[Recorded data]
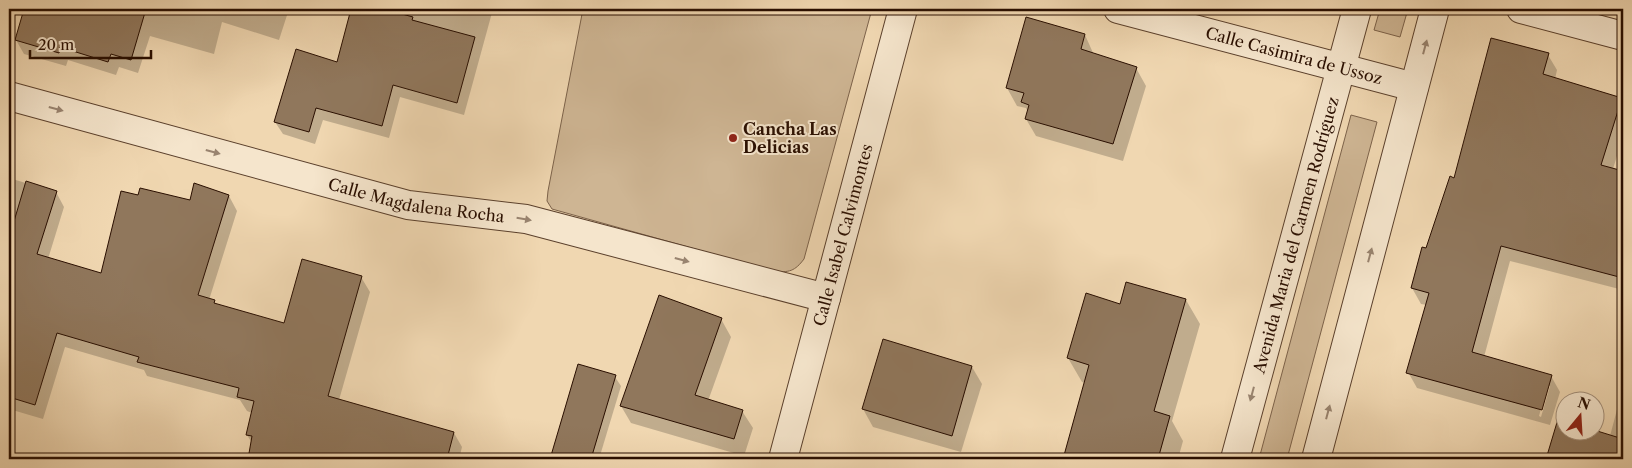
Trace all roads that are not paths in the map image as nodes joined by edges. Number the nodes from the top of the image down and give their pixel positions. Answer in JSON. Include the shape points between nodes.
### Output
{"nodes":[{"id":1,"x":903,"y":9,"type":"edge"},
{"id":2,"x":1118,"y":9,"type":"edge"},
{"id":3,"x":1357,"y":9,"type":"edge"},
{"id":4,"x":1435,"y":9,"type":"edge"},
{"id":5,"x":1521,"y":9,"type":"edge"},
{"id":6,"x":1623,"y":36,"type":"edge"},
{"id":7,"x":1342,"y":67,"type":"junction"},
{"id":8,"x":1414,"y":87,"type":"junction"},
{"id":9,"x":9,"y":96,"type":"edge"},
{"id":10,"x":826,"y":298,"type":"junction"},
{"id":11,"x":783,"y":459,"type":"edge"},
{"id":12,"x":1234,"y":459,"type":"edge"},
{"id":13,"x":1316,"y":459,"type":"edge"}],
"edges":[{"from":1,"to":10,"type":"street","name":"Calle Isabel Calvimontes"},
{"from":2,"to":7,"type":"street","name":"Calle Casimira de Ussoz"},
{"from":3,"to":7,"type":"street","name":"Avenida Maria del Carmen Rodríguez"},
{"from":8,"to":4,"type":"street","one_way":true},
{"from":5,"to":6,"type":"street"},
{"from":7,"to":8,"type":"street","name":"Calle Casimira de Ussoz"},
{"from":7,"to":12,"type":"street","name":"Avenida Maria del Carmen Rodríguez","one_way":true},
{"from":13,"to":8,"type":"street","one_way":true},
{"from":9,"to":10,"type":"street","name":"Calle Magdalena Rocha","one_way":true,"via":[[408,205],[526,219]]},
{"from":10,"to":11,"type":"street","name":"Calle Isabel Calvimontes"}]}
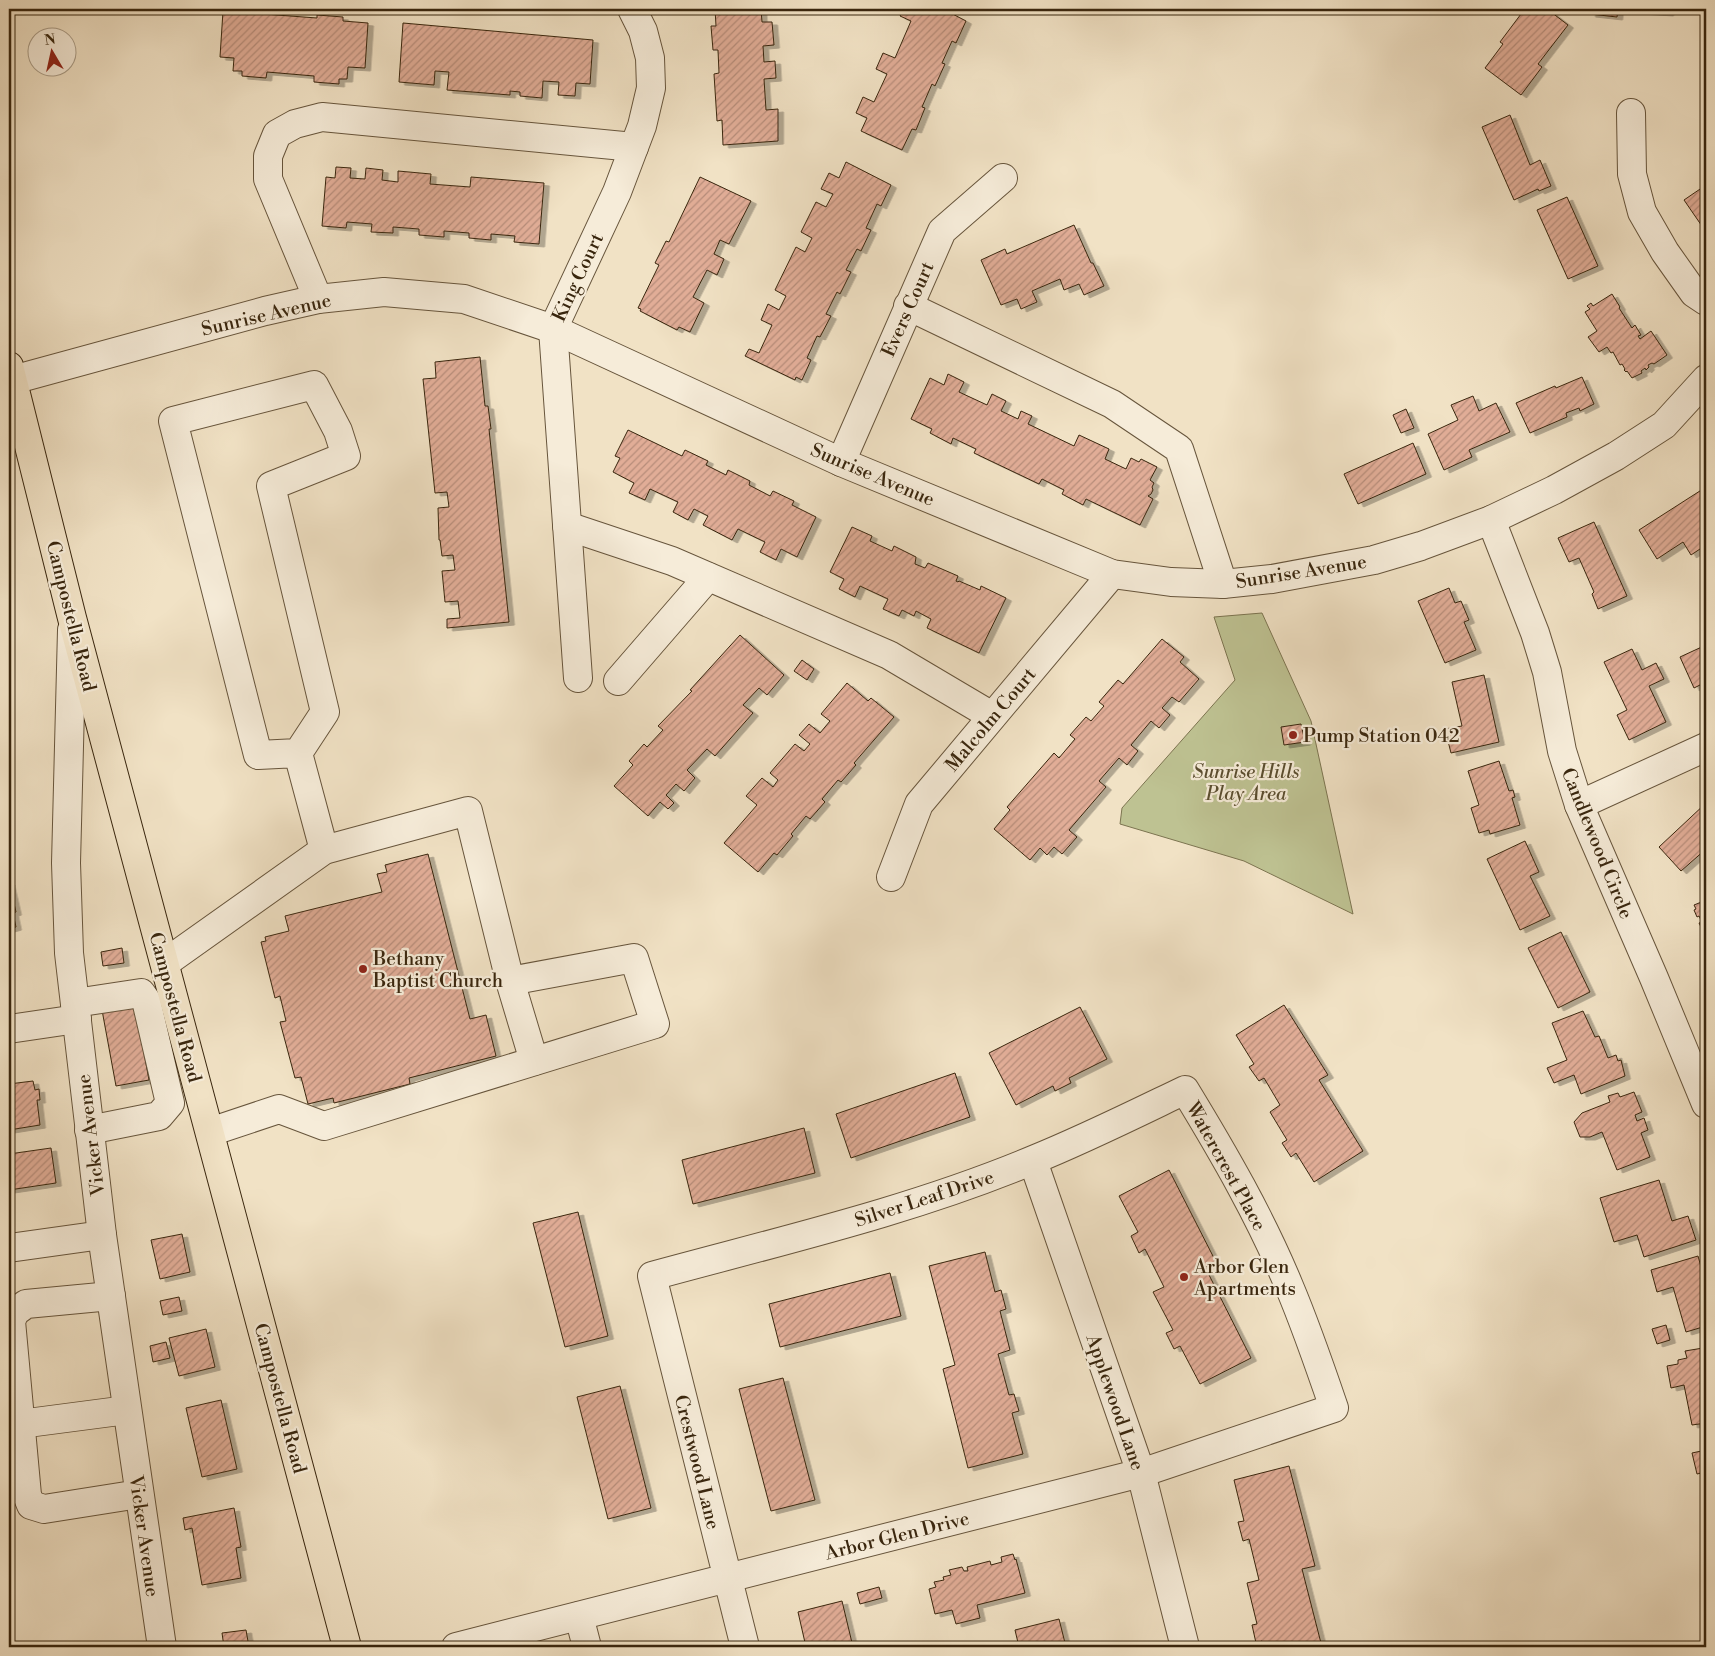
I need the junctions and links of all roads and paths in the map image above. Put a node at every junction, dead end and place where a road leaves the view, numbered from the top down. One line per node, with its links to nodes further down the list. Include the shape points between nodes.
1 (632, 9): 3 (street, King Court, via 650,58 651,88)
2 (1631, 113): 6 (street, via 1632,174 1642,212 1694,293)
3 (634, 147): 5 (street, via 322,117 295,124 277,134 268,156 268,179); 8 (street, King Court, via 617,192)
4 (1003, 178): 7 (street, Evers Court, via 942,230)
5 (318, 299): 8 (street, Sunrise Avenue, via 384,292 464,300); 9 (street, Sunrise Avenue)
6 (1706, 301)
7 (908, 306): 11 (street, Evers Court); 16 (street, via 1112,404 1179,448)
8 (553, 329): 11 (street, Sunrise Avenue); 13 (street, King Court)
9 (10, 376): 17 (main road, Campostella Road)
10 (1706, 379): 12 (street, Sunrise Avenue, via 1664,425 1600,465)
11 (840, 462): 14 (street, Sunrise Avenue)
12 (1491, 520): 16 (street, Sunrise Avenue, via 1374,560 1272,579); 23 (street, Candlewood Circle, via 1535,633 1547,672 1562,751)
13 (567, 526): 15 (street, via 672,561); 18 (street, King Court)
14 (1112, 574): 16 (street, Sunrise Avenue, via 1172,582); 20 (street, Malcolm Court)
15 (708, 577): 19 (street); 20 (street, via 889,655)
16 (1222, 584)
17 (72, 618): 26 (main road, Campostella Road); 28 (street, Vicker Avenue, via 66,864 69,953)
18 (578, 678)
19 (618, 682)
20 (992, 716): 25 (street, Malcolm Court, via 919,804)
21 (1706, 747): 23 (street)
22 (298, 753): 22 (street, via 258,754 173,421 314,385 338,431 346,456 271,486 325,712); 24 (street)
23 (1579, 805): 32 (street, Candlewood Circle)
24 (324, 850): 26 (street); 27 (street, via 468,811)
25 (891, 877)
26 (165, 963): 34 (main road, Campostella Road)
27 (510, 981): 30 (street); 30 (street, via 634,958 655,1024)
28 (76, 1011): 29 (street); 33 (street, Vicker Avenue); 33 (street, via 141,993 146,1000 170,1103 159,1116)
29 (9, 1029)
30 (534, 1061): 34 (street, via 324,1126 279,1109)
31 (1185, 1090): 35 (street, Silver Leaf Drive); 40 (street, Watercrest Place, via 1224,1154 1289,1285)
32 (1706, 1104)
33 (90, 1130): 36 (street, Vicker Avenue)
34 (210, 1132): 48 (main road, Campostella Road)
35 (1033, 1160): 38 (street, Silver Leaf Drive, via 858,1220); 43 (street, Applewood Lane)
36 (102, 1235): 37 (street); 39 (street, Vicker Avenue)
37 (9, 1248)
38 (652, 1276): 45 (street, Crestwood Lane)
39 (111, 1296): 41 (street, Vicker Avenue); 42 (street, via 26,1304 15,1312 11,1321)
40 (1334, 1408): 43 (street, Arbor Glen Drive)
41 (127, 1410): 42 (street); 44 (street, Vicker Avenue)
42 (20, 1424): 44 (street, via 27,1495 32,1505 44,1509)
43 (1141, 1473): 45 (street, Arbor Glen Drive); 52 (street, Applewood Lane)
44 (139, 1494): 47 (street, Vicker Avenue)
45 (728, 1579): 46 (street, Arbor Glen Drive); 51 (street, Crestwood Lane)
46 (579, 1616): 49 (street, Arbor Glen Drive); 50 (street)
47 (162, 1647)
48 (348, 1647)
49 (456, 1647)
50 (587, 1647)
51 (745, 1647)
52 (1184, 1647)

# [TASK STATEMENT]
Please copy each line of the records above in which the word "Evers" can be found.

# [OUTPUT OF THE TASK]
4 (1003, 178): 7 (street, Evers Court, via 942,230)
7 (908, 306): 11 (street, Evers Court); 16 (street, via 1112,404 1179,448)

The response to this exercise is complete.